How can tech do that?

  • Demystifying tech. Whilst developing software is a craft, developers are not inherently more intelligent or know more about their users’ needs than the users themselves. Moreover, users deserve fit-for-purpose interfaces, useful documentation, and a focus on addressing their pain points.
  • Increasing the transparency about how decisions are made. Software providers should embrace clarity about fixing bugs and implementing user requests, banishing the dreaded canned statement: “considered for a future release.”
  • Most commercial applications are either out-of-the-box or “empty containers” that require enormous professional services budgets to meet customer requirements. This needs to change. It is imperative that tech provides alternative ways to give customers more agency and the ability to personalise their experiences.
  • Leveraging the power of agents to enable customers to build rough versions of how they want to use the applications to solve their problems. Then it is for commercial tech to build robust versions of those workflows.
  • Creating applications that make it easy for customers to operate with all their digital ecosystem, rather than striving to keep them captive.

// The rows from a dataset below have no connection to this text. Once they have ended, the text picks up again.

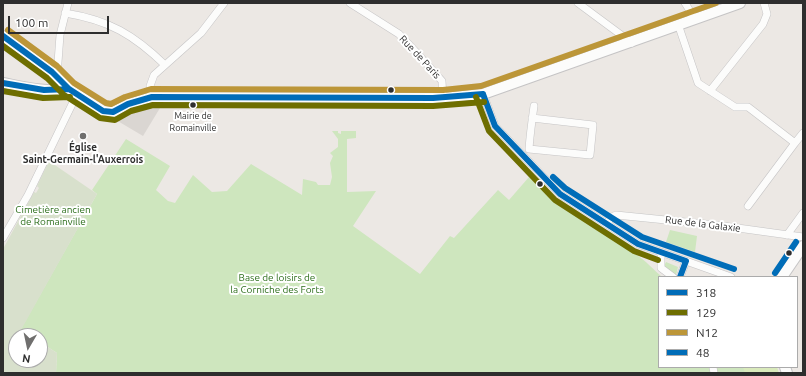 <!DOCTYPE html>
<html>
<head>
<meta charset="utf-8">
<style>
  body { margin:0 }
  #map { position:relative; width:806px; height:376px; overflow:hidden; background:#ece8e4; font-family:Ubuntu,sans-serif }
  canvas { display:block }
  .frame { position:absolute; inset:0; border:4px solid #2e2e2e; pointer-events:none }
  .legend { position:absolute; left:658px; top:276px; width:140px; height:92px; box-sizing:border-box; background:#fff; border:1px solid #ababab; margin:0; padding:5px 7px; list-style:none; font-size:12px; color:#2e2e2e }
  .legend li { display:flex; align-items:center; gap:8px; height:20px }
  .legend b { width:20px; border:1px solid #ababab }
  .north { position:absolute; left:8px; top:328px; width:40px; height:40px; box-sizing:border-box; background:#fff; border:1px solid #ababab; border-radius:50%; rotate:189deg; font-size:11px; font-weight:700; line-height:16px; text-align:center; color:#2e2e2e }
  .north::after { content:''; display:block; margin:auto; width:14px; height:18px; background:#706f6e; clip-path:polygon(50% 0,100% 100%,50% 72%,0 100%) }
  .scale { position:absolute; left:8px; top:16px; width:101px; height:18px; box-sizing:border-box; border:2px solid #2e2e2e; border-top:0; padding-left:5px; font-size:12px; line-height:14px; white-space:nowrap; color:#2e2e2e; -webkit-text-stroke:3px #fff; paint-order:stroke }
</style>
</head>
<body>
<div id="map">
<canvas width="806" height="376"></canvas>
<div class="frame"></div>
<ul class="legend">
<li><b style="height:5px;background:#006cb8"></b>318</li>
<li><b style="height:5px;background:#6e6e00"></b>129</li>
<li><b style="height:5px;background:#bc9638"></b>N12</li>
<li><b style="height:5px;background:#006db8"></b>48</li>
</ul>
<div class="north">N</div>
<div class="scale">100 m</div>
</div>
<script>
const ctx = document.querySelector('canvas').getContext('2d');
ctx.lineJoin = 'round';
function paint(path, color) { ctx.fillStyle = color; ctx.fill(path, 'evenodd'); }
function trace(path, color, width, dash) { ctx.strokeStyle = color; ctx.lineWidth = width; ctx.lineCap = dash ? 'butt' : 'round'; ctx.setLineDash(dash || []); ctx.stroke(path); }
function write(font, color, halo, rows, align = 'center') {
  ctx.font = font + ' Ubuntu,sans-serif'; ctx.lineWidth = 4; ctx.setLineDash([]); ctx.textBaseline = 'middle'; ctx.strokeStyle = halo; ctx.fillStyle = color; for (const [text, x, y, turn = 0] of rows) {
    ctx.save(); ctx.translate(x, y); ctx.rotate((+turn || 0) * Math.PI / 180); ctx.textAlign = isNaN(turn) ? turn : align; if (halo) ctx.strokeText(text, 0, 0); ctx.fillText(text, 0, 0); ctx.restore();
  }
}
paint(new Path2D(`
  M332 131H338V133L341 134V131H356V138L347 139V192L376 191 353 226 420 274 450 236 454 238 498 190 509 200 529 177C560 209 600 229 637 255 646 261 654 270 662 277H659V367H751L752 373H56L57 353 40 342V336H30L20 330 97 194 92 190 126 139 170 166 156 190 168 201 175 203 193 175 212 192 227 191 251 164 302 195 303 179 316 182 318 185H330L332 177 330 163 333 156 330 153 338 147V139Z
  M670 230 697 236 695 252 666 242Z
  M666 262 678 267 676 275 664 266Z`), '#cee6be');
paint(new Path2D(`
  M49 161 97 194 21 330 30 336H16V360H40V342L57 353 56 373H3V249L34 192 36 193 39 188 37 186Z`), '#d8e0cc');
paint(new Path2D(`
  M743 367H777L779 373H745Z`), '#d9eabb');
paint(new Path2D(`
  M151 102H162L160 108 143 136 116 120 136 107Z`), '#dad6d2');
const street = new Path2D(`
  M350 3 399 34 415 51 442 81 443 98
  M578 3 632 43
  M685 3 695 19
  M65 13C109 20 134 35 165 65
  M678 24 698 83 735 107H748L795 143 803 133
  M57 76 60 35 68 3
  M710 91 763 24 767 14 764 3
  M483 94 495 126 560 194 638 244 731 277
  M152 97 150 86 154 75 201 33 224 3
  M532 118 593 125 590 155 529 149C530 134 532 120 534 106
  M748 206 795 143
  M606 224 612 217 616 215 716 225 803 237
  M787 235 803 213
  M3 238 28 195 77 94
  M661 252V268L673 277
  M680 277 686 261
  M713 367 714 373`);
const secondary = new Path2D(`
  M3 36 52 72 69 89 103 111 113 112 128 104 152 97 443 98 483 94 740 3
  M3 83C24 87 47 93 69 89
  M782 277 803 246
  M785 367 787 373`);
trace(street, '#c5c4c5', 8);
trace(secondary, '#c5c4c5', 12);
trace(street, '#fcfcfb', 7);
trace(secondary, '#fcfcfb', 10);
trace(new Path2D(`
  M3 36 52 72 69 89 103 111 113 112 128 104 152 97 433 98 483 94
  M3 83 44 90 69 89
  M483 94 495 126 560 194 638 244 686 261 680 277`), '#006cb8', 6);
trace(new Path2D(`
  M3 46 47 78 64 95 100 118 115 120 131 111 153 105 433 106 484 102
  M3 91 43 98 70 97
  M476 97 489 131 555 200 634 251 658 260`), '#6e6e00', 6);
trace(new Path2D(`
  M8 30 57 66 74 83 106 103 111 104 125 97 151 89 443 90 481 86 716 3`), '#bc9638', 6);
trace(new Path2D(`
  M553 177 565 188 642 237 734 269
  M775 273 796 242`), '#006db8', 6);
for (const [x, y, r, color] of [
  [391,90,3.5,"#2e2e2e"],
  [193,105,3.5,"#2e2e2e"],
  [83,136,4,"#706f6e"],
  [540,184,3.5,"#2e2e2e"],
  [789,253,3.5,"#2e2e2e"]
]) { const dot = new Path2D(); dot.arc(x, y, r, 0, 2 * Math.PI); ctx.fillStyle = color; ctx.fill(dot); trace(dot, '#fff', 1.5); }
write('9px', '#2e2e2e', '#fff', [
  ["Mairie de",193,116],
  ["Romainville",193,128]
]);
write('10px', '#2e2e2e', '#fff', [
  ["Rue de Paris",420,57,47],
  ["Rue de la Galaxie",703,224,7]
]);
write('bold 10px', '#2e2e2e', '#fff', [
  ["Église",83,148],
  ["Saint-Germain-l'Auxerrois",83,160]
]);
write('10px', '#2c6e1b', '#fff', [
  ["Cimetière ancien",53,210],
  ["de Romainville",53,222],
  ["Base de loisirs de",277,278],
  ["la Corniche des Forts",277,290]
]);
</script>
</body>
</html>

AI agents are not a substitute for well-designed applications, whether deployed on-premises or via SaaS(software-as-a-service). However, it would be a mistake to dismiss them as a fad or a personal toy.

Tech traditional players must take users’ enthusiasm for AI agents as a clear signal of their customers’ massive dissatisfaction with the power asymmetry and a lack of control that has plagued commercial software.

Will the commercial tech sector finally learn the lesson?